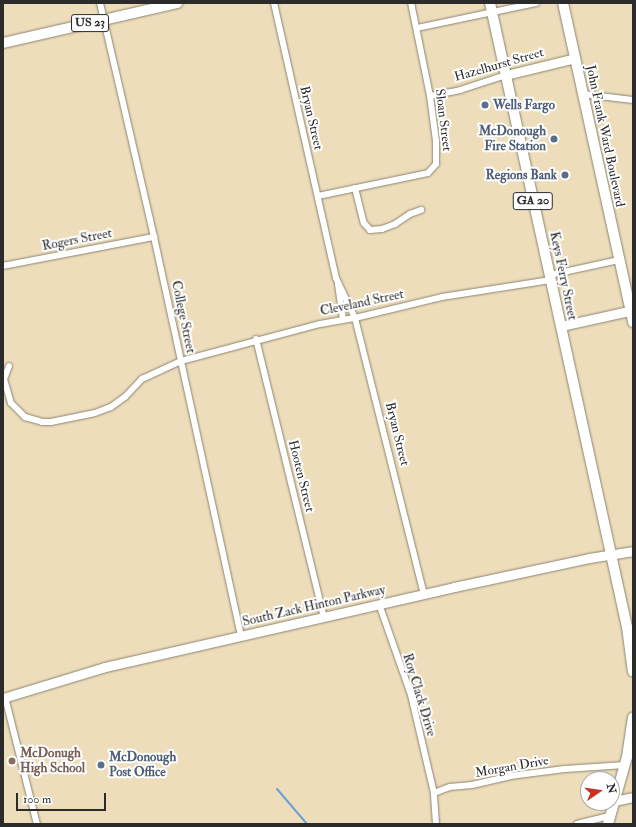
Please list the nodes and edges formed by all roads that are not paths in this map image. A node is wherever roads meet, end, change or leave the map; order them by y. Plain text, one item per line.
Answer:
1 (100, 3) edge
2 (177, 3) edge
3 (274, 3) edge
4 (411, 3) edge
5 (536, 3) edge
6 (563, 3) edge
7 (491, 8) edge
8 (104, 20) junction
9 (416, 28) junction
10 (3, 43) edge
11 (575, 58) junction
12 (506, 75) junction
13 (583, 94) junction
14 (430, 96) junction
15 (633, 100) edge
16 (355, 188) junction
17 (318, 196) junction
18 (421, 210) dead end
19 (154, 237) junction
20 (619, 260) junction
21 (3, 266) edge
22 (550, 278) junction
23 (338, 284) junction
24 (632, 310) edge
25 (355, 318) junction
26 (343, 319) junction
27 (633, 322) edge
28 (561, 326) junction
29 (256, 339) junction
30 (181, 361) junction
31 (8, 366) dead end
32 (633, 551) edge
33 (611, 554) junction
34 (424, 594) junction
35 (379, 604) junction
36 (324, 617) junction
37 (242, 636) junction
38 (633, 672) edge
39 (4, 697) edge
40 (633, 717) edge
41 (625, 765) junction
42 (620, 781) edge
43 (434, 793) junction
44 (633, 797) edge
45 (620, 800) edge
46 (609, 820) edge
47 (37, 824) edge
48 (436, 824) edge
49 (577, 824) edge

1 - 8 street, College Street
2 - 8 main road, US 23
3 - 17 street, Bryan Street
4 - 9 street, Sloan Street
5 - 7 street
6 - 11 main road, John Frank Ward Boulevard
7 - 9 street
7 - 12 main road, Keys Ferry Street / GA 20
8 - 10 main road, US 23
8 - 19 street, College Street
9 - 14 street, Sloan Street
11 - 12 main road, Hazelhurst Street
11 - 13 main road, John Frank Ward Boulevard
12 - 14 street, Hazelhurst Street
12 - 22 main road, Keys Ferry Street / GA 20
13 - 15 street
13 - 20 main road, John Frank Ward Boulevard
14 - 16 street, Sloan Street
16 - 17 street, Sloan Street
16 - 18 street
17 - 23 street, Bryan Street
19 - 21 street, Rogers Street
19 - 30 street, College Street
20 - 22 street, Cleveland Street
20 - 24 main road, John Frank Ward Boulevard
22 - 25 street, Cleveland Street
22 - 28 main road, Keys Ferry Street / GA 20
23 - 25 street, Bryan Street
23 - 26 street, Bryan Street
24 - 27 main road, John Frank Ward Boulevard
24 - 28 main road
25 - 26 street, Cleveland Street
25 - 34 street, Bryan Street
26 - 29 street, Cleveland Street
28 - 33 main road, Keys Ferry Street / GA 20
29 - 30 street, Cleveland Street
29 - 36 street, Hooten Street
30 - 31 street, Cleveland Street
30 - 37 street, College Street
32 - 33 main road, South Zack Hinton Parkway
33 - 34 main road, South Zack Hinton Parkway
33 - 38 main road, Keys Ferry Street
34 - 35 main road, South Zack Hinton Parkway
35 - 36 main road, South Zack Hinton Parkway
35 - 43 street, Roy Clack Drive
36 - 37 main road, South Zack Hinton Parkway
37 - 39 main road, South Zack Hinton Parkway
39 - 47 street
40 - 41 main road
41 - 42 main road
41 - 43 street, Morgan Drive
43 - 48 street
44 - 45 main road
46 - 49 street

===

## EXERCISE INSTRUCTIONS:
Search the material above for lines containing the string "Drive", then pull them out.

## YOUR RESPONSE:
35 - 43 street, Roy Clack Drive
41 - 43 street, Morgan Drive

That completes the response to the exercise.